Weight loss challenge websites wanted
March 5, 2010 3:10 PM   Subscribe

My office wants to a "Biggest Loser" style weight loss challenge. Any good websites we could use to track people's progress?

Ideally, we'd want a site where:

-People can enter in their progress
-People's weight isn't displayed (the ladies insist on this)
-Graphs and other infographics generated from the data would be nice, but not required.

So, any suggestions?
posted by reenum to Computers & Internet (13 answers total) 1 user marked this as a favorite
There's a mefi group on Dailyburn.com, it might work for you.
posted by Billegible at 3:12 PM on March 5, 2010

Oh - and there's an option in your profile to decide what info gets shown and to whom - so the ladies could keep their numbers to themselves.
posted by Billegible at 3:14 PM on March 5, 2010

Hacker's Diet on line. User can select whether to have their data displayed or not.
posted by Mitheral at 3:17 PM on March 5, 2010

You can do this on zeaLOG , but the weights would be shown. BUT...you can make your entire group chart private so no one outside of the participants can see it.
posted by Edubya at 3:59 PM on March 5, 2010

I think this site is trying to do what you're looking for. I have no actually experience with it so can't account for how good it is, but thought the concept was interesting when somebody mentioned it to me.
posted by jimmereeno at 4:47 PM on March 5, 2010

A super simple way to do it would be with Google Spreadsheets. Instead of showing weight, people could enter in their percentage of body weight lost.
posted by smalls at 4:48 PM on March 5, 2010

I hope this fits within the AskMeFi guidelines -- I think it does -- I would caution strongly against having an office-based weight loss program, even if technically voluntary. Areas of concern include medical privacy, equal employment opportunity, and the encouragement of conversations in the workplace about size, body, and eating that you really don't want to be encouraging in the workplace. Any reward could raise questions about the "terms and conditions" of employment. And, also, it's really not a great idea. Imagine all of the ways that individual employees of various sizes and physical conditions and/or disabilities might feel pressured, criticized, or excluded by such a program and the associated measuring activities. Imagine what your hypothetical HR expert or lawyer would say. I would urge you to take any weight loss program out of the office.
posted by ClaudiaCenter at 5:11 PM on March 5, 2010 [9 favorites]

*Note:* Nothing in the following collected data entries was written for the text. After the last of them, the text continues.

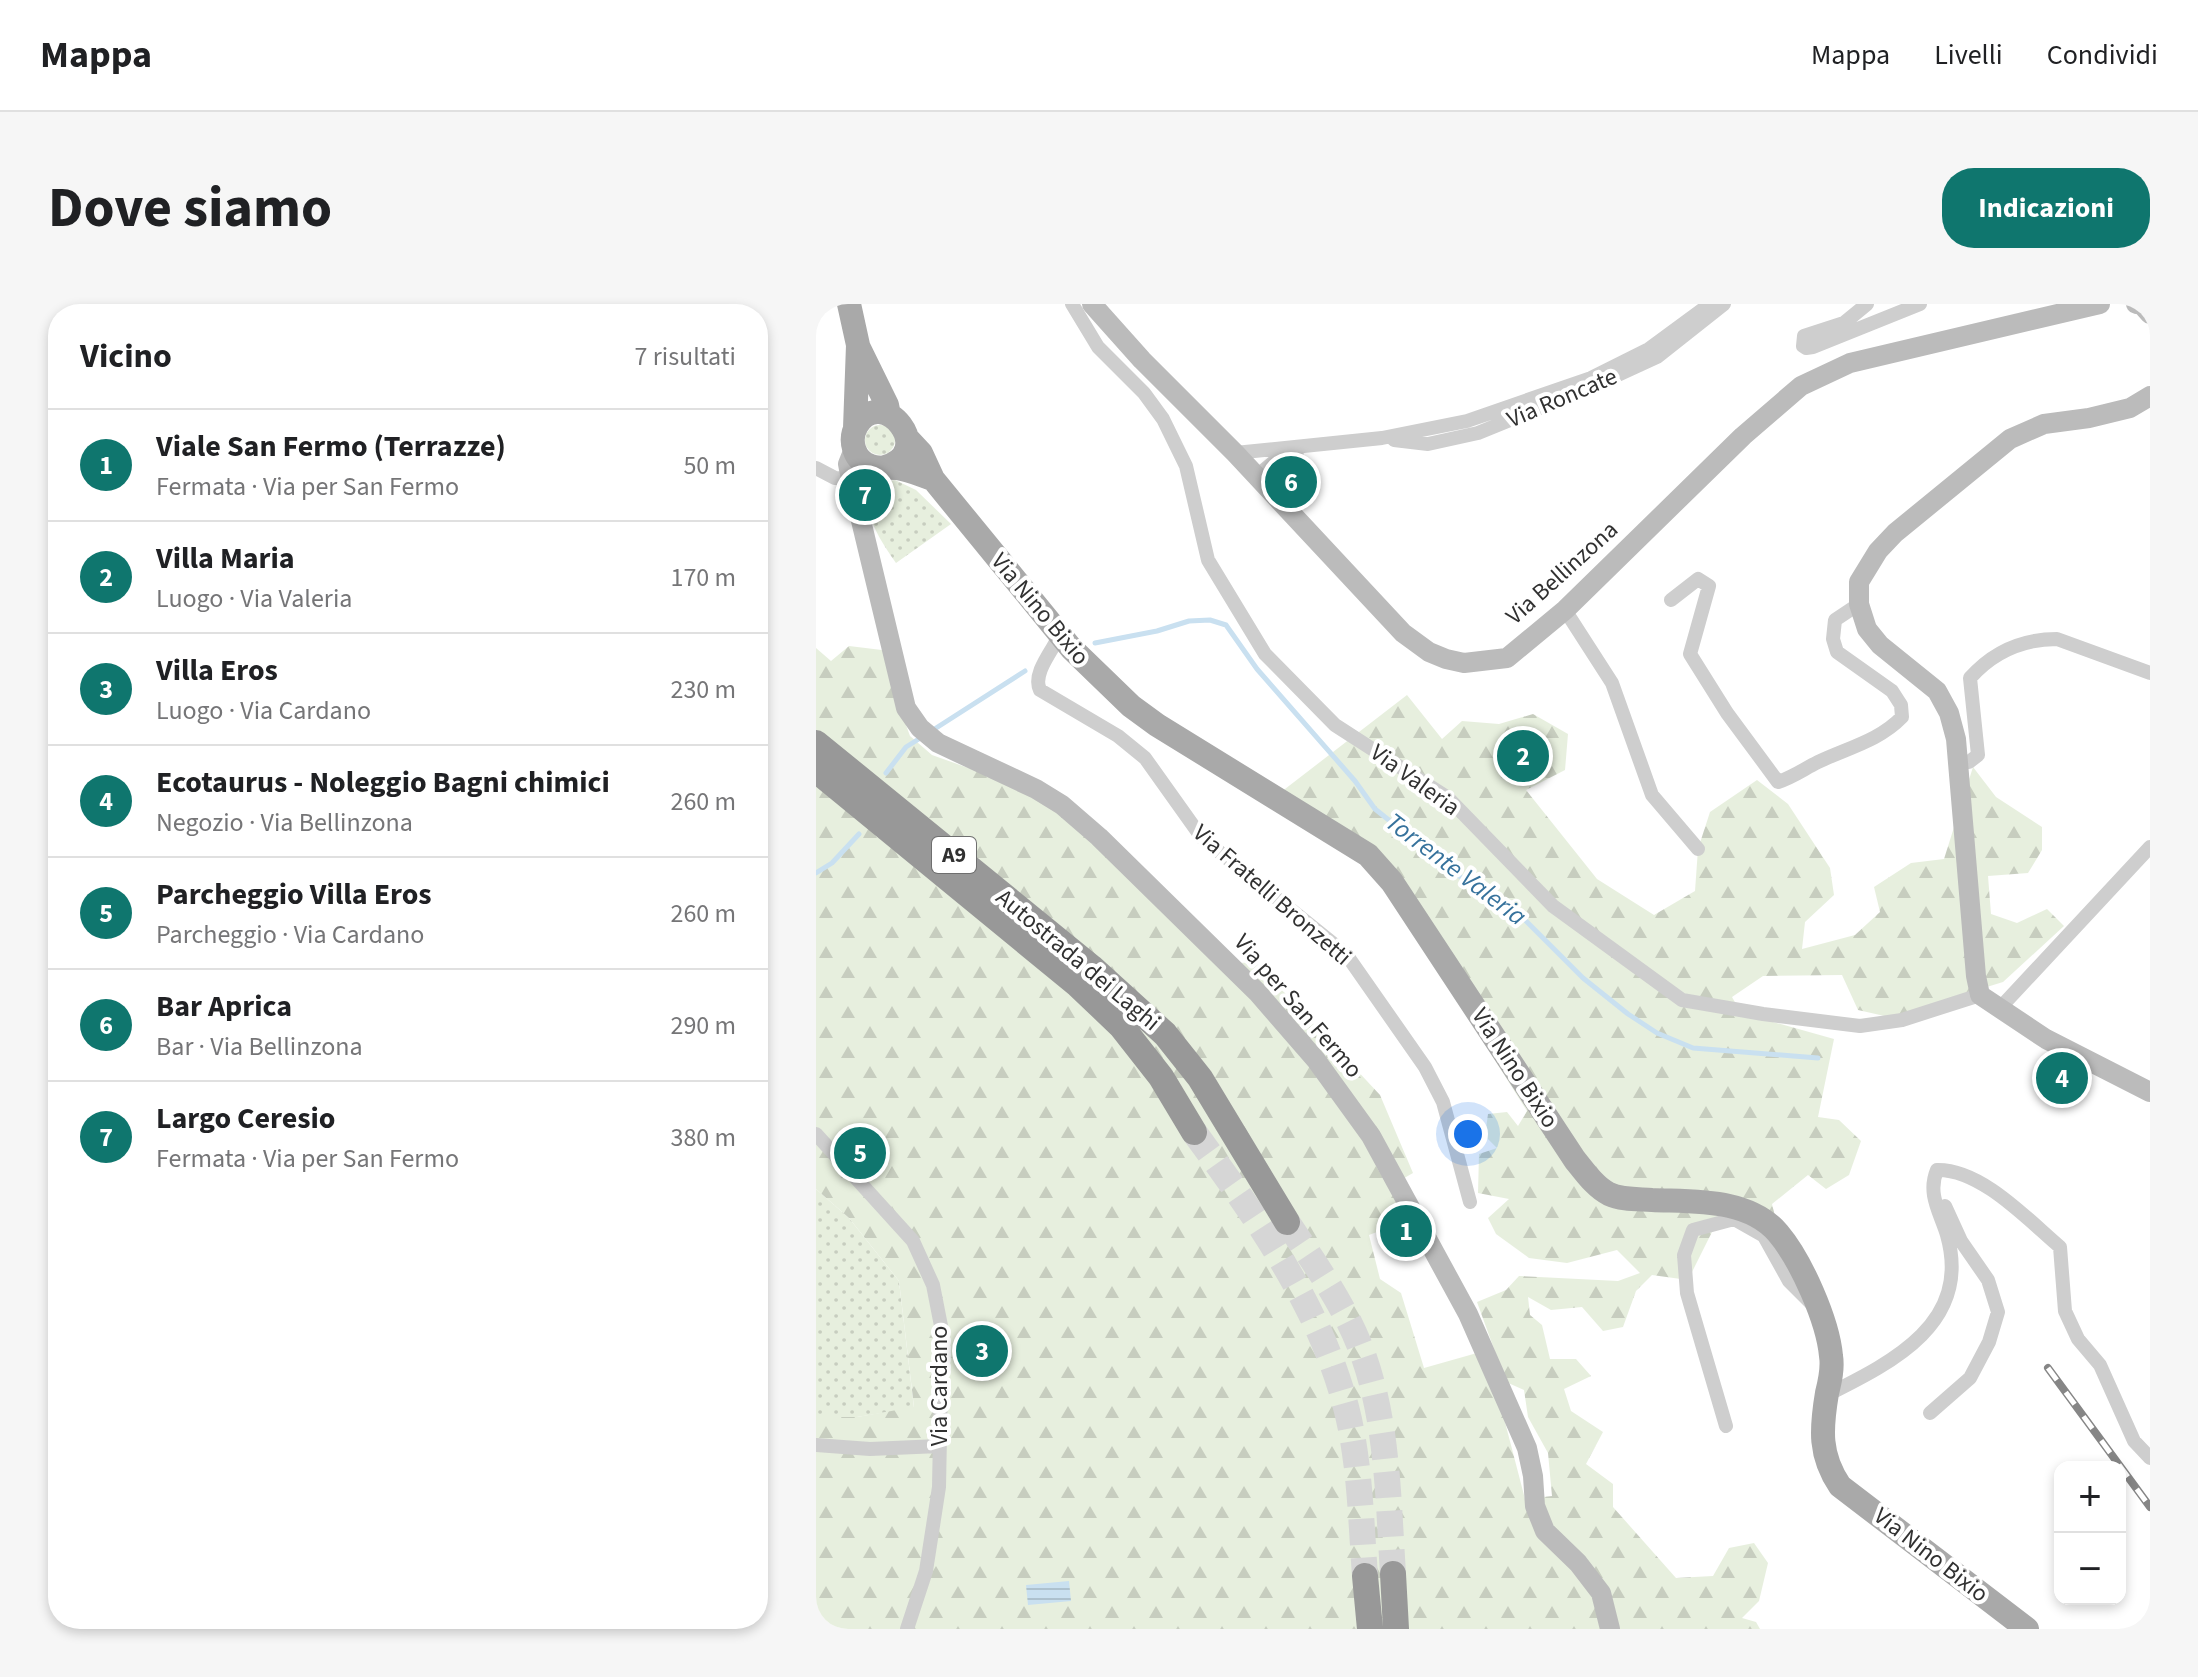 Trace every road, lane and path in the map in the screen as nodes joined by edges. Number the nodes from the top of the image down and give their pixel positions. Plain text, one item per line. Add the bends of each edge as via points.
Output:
1 (849, 304) edge
2 (1072, 304) edge
3 (1092, 304) edge
4 (1710, 304) edge
5 (1724, 304) edge
6 (1867, 304) edge
7 (1920, 304) edge
8 (2100, 304) edge
9 (2140, 304) edge
10 (2150, 314) edge
11 (858, 345) junction
12 (2150, 396) edge
13 (889, 415) junction
14 (854, 438) junction
15 (907, 438) junction
16 (1382, 438) junction
17 (1314, 445) junction
18 (1235, 453) junction
19 (885, 467) junction
20 (816, 468) edge
21 (1257, 476) junction
22 (851, 479) junction
23 (933, 479) junction
24 (858, 506) junction
25 (1671, 600) dead end
26 (1859, 604) junction
27 (1565, 610) junction
28 (1060, 635) junction
29 (2150, 673) edge
30 (816, 743) edge
31 (1958, 762) junction
32 (816, 770) edge
33 (2150, 847) edge
34 (1698, 849) dead end
35 (1084, 976) junction
36 (1980, 995) junction
37 (2000, 1008) junction
38 (2150, 1092) edge
39 (1194, 1132) tunnel mouth
40 (816, 1134) edge
41 (1933, 1180) junction
42 (1470, 1202) dead end
43 (1287, 1222) tunnel mouth
44 (1817, 1309) junction
45 (1827, 1395) junction
46 (1930, 1413) dead end
47 (1726, 1426) dead end
48 (816, 1445) edge
49 (939, 1446) junction
50 (2150, 1458) edge
51 (1393, 1574) tunnel mouth
52 (1365, 1576) tunnel mouth
53 (907, 1629) edge
54 (1370, 1629) edge
55 (1396, 1629) edge
56 (1610, 1629) edge
57 (2027, 1629) edge

1 - 11 main road
2 - 36 street, Via Valeria via 1098,347 1163,419 1186,466 1208,560 1265,654 1335,725 1448,798 1553,906 1682,1000 1860,1026 1902,1020
3 - 18 street, Via Bellinzona
4 - 16 street via 1649,349 1591,378 1467,421
5 - 16 street, Via Roncate via 1657,357 1478,433 1428,444
6 - 7 street via 1844,323 1804,336 1803,346 1813,347
8 - 27 street, Via Bellinzona via 1850,363 1801,386
9 - 10 street
11 - 13 main road
11 - 14 main road
12 - 26 street via 2130,408 2044,424 2010,439 1878,551 1859,582
13 - 14 main road via 860,421
13 - 15 main road
14 - 19 main road via 863,463
14 - 22 street, Via per San Fermo via 848,464
15 - 19 main road via 902,456
15 - 23 main road, Via Nino Bixio
16 - 17 street
17 - 18 street
17 - 21 street via 1275,461
18 - 21 street, Via Bellinzona
19 - 23 main road
19 - 24 street
20 - 22 street
21 - 27 street, Via Bellinzona via 1403,633 1429,652 1464,663 1507,658
22 - 24 street, Via per San Fermo
23 - 28 main road, Via Nino Bixio
24 - 56 street, Via per San Fermo via 906,708 920,728 938,743 1036,789 1099,837 1257,992 1316,1060 1371,1136 1468,1314 1513,1414 1527,1448 1535,1506 1545,1531 1601,1593
25 - 26 street via 1698,579 1709,586 1690,654 1778,782 1889,731 1902,717 1892,691 1837,652 1835,620
26 - 31 street via 1867,629 1880,645 1937,691 1949,713
27 - 34 street via 1612,683 1652,795
28 - 42 street, Via Fratelli Bronzetti via 1038,675 1040,690 1145,758 1202,838 1346,954 1425,1067 1443,1102
28 - 44 main road, Via Nino Bixio via 1090,669 1157,725 1368,855 1392,882 1597,1186 1628,1199 1729,1205 1760,1217 1790,1252
29 - 31 street via 2057,639 2019,644 1987,660 1970,678 1978,755
30 - 35 highway, Autostrada dei Laghi / A9
31 - 36 street
32 - 35 highway, Autostrada dei Laghi / A9
33 - 37 street
35 - 39 highway, Autostrada dei Laghi / A9 via 1161,1077
35 - 43 highway, Autostrada dei Laghi / A9 via 1165,1034 1200,1078
36 - 37 street
37 - 38 street via 2046,1039
40 - 49 street, Via Cardano via 913,1241 933,1285 942,1331
41 - 45 street via 1951,1263 1944,1308 1913,1343
41 - 46 street via 1961,1241 1988,1280 1998,1312 1970,1378
41 - 50 street via 1937,1170 1971,1176 2060,1247 2065,1311 2078,1339 2100,1365 2134,1441
44 - 45 main road, Via Nino Bixio via 1832,1358
44 - 47 street via 1789,1281 1764,1236 1734,1219 1693,1230 1684,1255 1687,1293
45 - 57 main road, Via Nino Bixio via 1824,1450 1840,1486
48 - 49 street
49 - 53 street, Via Cardano via 939,1487 926,1571
51 - 55 highway
52 - 54 highway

Just to counter ClaudiaCenter, with all due respect: Lots of workplaces have wellness programs that specifically include Biggest-Loser-style contests. The one where I work is, in fact, run by the HR department. My understanding is that it helps lower group health insurance premiums.
posted by BeerFilter at 6:58 PM on March 5, 2010

Lots of workplaces have wellness programs that specifically include Biggest-Loser-style contests.

Whether "lots of workplaces have ... Biggest-Loser-style contests" is irrelevant to whether it is a good idea for workplaces to have Biggest Loser style contests.

There's no consensus about whether these types of weight loss programs are even healthy. And aside from that, doesn't it create a somewhat inhospitable environment for heavy employees who have no interest in worrying about weight loss (and people's expectations for your weight loss) at the workplace? I think any program at work that has to do with body size, shape, etc., is inappropriate.
posted by jayder at 6:50 AM on March 6, 2010

Whether "lots of workplaces have ... Biggest-Loser-style contests" is irrelevant to whether it is a good idea for workplaces to have Biggest Loser style contests
I seem to have missed where the OP was asking about that. I was responding to the esteemed ClaudiaCenter implying that running a Biggest Loser contest is a terrible idea, it'll make people uncomfortable about their bodies, and how it could expose the OP to a lawsuit or something. You know, the part where she's not answering the question at all and trying to railroad the OP's question with FUD.
posted by BeerFilter at 7:39 AM on March 6, 2010

My colleagues and I just did this. We're cheap so we went with Thintopia. Definitely no frills but free. It keeps individual graphs and a group one, and tracks percentages, not pounds.

But even if you're using percentages, after a few weeks, it's easy to figure out what percentage represents one pound for someone so if someone were really nosey they could determine what that person's original weight was. But *I* would never do something like that...
posted by wallaby at 9:35 AM on March 6, 2010

Best answer: Daytum is an awesome data wrangling, graph producing machine. You can make it do pretty much anything you want to do by defining your own types of data (pounds lost, for example) and viewing the results in a myriad of ways (bar charts, stacked line graphs, you name it). Plus, it's pretty.
posted by rebekah at 5:03 PM on March 6, 2010

I would suggest Lose It Or Lose It. I lost 20 lbs on that site, it works really well!